From the above analysis, several key research gaps have been identified:

• CT scheduling at seaport terminals: Although CTs play a crucial role in terminal operations, especially in sea-rail intermodal transportation, few studies have explicitly addressed CT scheduling within seaport terminals.
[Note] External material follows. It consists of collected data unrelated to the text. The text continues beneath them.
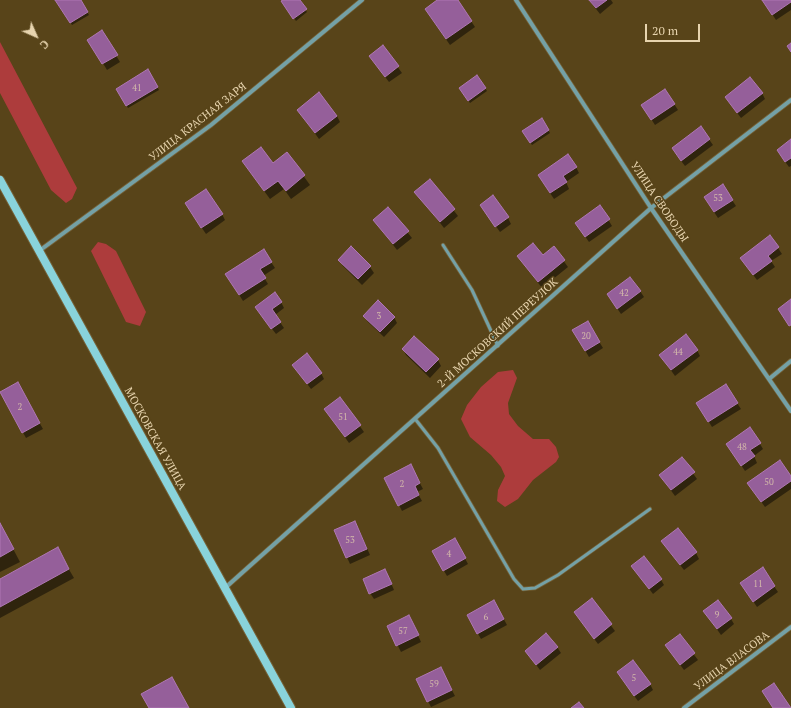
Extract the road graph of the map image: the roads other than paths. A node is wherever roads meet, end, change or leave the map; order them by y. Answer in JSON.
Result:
{"nodes":[{"id":1,"x":362,"y":0,"type":"edge"},
{"id":2,"x":516,"y":0,"type":"edge"},
{"id":3,"x":791,"y":100,"type":"edge"},
{"id":4,"x":0,"y":180,"type":"edge"},
{"id":5,"x":651,"y":208,"type":"junction"},
{"id":6,"x":444,"y":245,"type":"dead end"},
{"id":7,"x":39,"y":251,"type":"junction"},
{"id":8,"x":498,"y":346,"type":"junction"},
{"id":9,"x":791,"y":361,"type":"edge"},
{"id":10,"x":769,"y":379,"type":"junction"},
{"id":11,"x":791,"y":411,"type":"edge"},
{"id":12,"x":416,"y":420,"type":"junction"},
{"id":13,"x":650,"y":509,"type":"dead end"},
{"id":14,"x":225,"y":588,"type":"junction"},
{"id":15,"x":791,"y":627,"type":"edge"},
{"id":16,"x":291,"y":708,"type":"edge"},
{"id":17,"x":684,"y":708,"type":"edge"}],
"edges":[{"from":1,"to":7,"type":"street","name":"УЛИЦА КРАСНАЯ ЗАРЯ"},
{"from":2,"to":5,"type":"street","name":"УЛИЦА СВОБОДЫ"},
{"from":3,"to":5,"type":"street","name":"2-Й МОСКОВСКИЙ ПЕРЕУЛОК"},
{"from":4,"to":7,"type":"main road","name":"МОСКОВСКАЯ УЛИЦА"},
{"from":5,"to":8,"type":"street","name":"2-Й МОСКОВСКИЙ ПЕРЕУЛОК"},
{"from":5,"to":10,"type":"street","name":"УЛИЦА СВОБОДЫ"},
{"from":6,"to":8,"type":"lane"},
{"from":7,"to":14,"type":"main road","name":"МОСКОВСКАЯ УЛИЦА"},
{"from":8,"to":12,"type":"street","name":"2-Й МОСКОВСКИЙ ПЕРЕУЛОК"},
{"from":9,"to":10,"type":"street"},
{"from":10,"to":11,"type":"street","name":"УЛИЦА СВОБОДЫ"},
{"from":12,"to":13,"type":"lane"},
{"from":12,"to":14,"type":"street","name":"2-Й МОСКОВСКИЙ ПЕРЕУЛОК"},
{"from":14,"to":16,"type":"main road","name":"МОСКОВСКАЯ УЛИЦА"},
{"from":15,"to":17,"type":"street","name":"УЛИЦА ВЛАСОВА"}]}
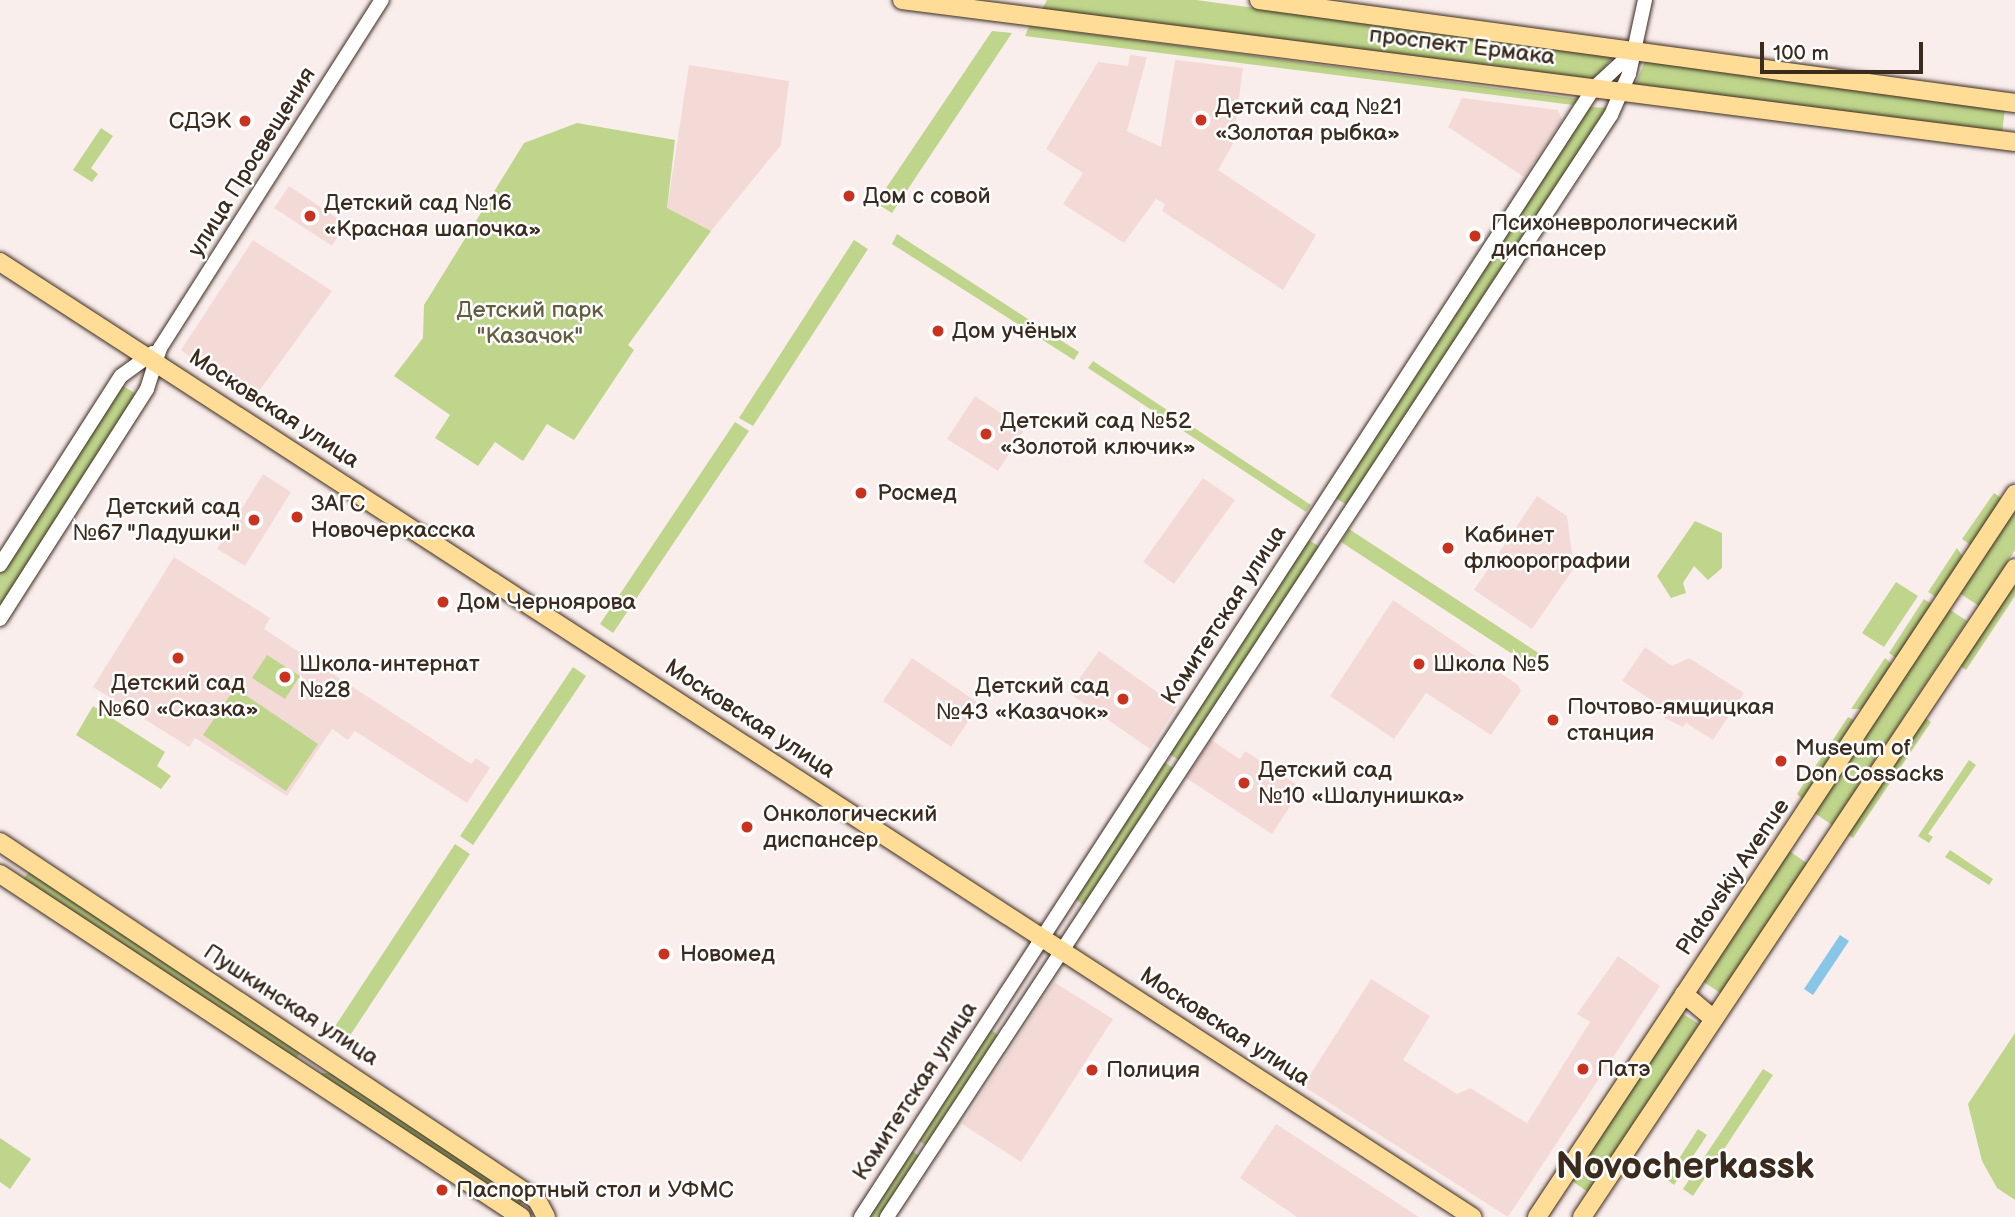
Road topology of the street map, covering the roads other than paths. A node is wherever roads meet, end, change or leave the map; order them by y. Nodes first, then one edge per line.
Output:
1 (382, 0) edge
2 (902, 0) edge
3 (1259, 0) edge
4 (1645, 0) edge
5 (1637, 48) junction
6 (1594, 88) junction
7 (1623, 92) junction
8 (2015, 103) edge
9 (2015, 142) edge
10 (0, 261) edge
11 (0, 272) edge
12 (151, 360) junction
13 (2015, 494) edge
14 (0, 565) edge
15 (2015, 568) edge
16 (0, 619) edge
17 (0, 842) edge
18 (0, 874) edge
19 (1039, 940) junction
20 (1060, 954) junction
21 (1684, 994) junction
22 (1714, 1019) junction
23 (1537, 1216) edge
24 (521, 1217) edge
25 (546, 1217) edge
26 (862, 1217) edge
27 (887, 1217) edge
28 (1458, 1217) edge
29 (1472, 1217) edge
30 (1582, 1217) edge

1 - 12 street, улица Просвещения
2 - 6 main road, проспект Ермака
3 - 5 main road, проспект Ермака
4 - 5 street, Комитетская улица
5 - 6 street, Комитетская улица
5 - 7 street, Комитетская улица
5 - 8 main road, проспект Ермака
6 - 7 main road, проспект Ермака
6 - 19 street, Комитетская улица
7 - 9 main road, проспект Ермака
7 - 20 street, Комитетская улица
10 - 12 main road, Московская улица
11 - 12 main road, Московская улица
12 - 14 street, улица Просвещения
12 - 16 street, улица Просвещения
12 - 19 main road, Московская улица
13 - 21 main road, Platovskiy Avenue
15 - 22 main road
17 - 25 main road, Пушкинская улица
18 - 24 main road
19 - 20 main road, Московская улица
19 - 26 street, Комитетская улица
20 - 27 street, Комитетская улица
20 - 28 main road, Московская улица
20 - 29 main road, Московская улица
21 - 22 main road
21 - 23 main road, Platovskiy Avenue
22 - 30 main road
Most research focuses on isolated aspects, failing to consider the comprehensive scope of terminal operations.
• Multi-level operations in sea-rail intermodal transportation: Most research on terminal operations is limited to the loading and unloading of containers from vessels, with very few studies addressing the multi-level operations of sea-rail intermodal transportation.
• Integration of U-ACT and sea-rail operations: Although U-ACT offers significant potential advantages, such as streamlined operations and space optimization, existing research lacks a comprehensive evaluation of how sea-rail intermodal transportation can be integrated into U-ACT frameworks. The potential benefits of such integration remain underexplored.

To bridge these research gaps, this paper investigates the transshipment process between RY and UY, with a focus on the integrated scheduling of RGCs, DCRCs, and CTs. We propose an efficient algorithm to handle the multi-objective nature and complexity of this scheduling problem.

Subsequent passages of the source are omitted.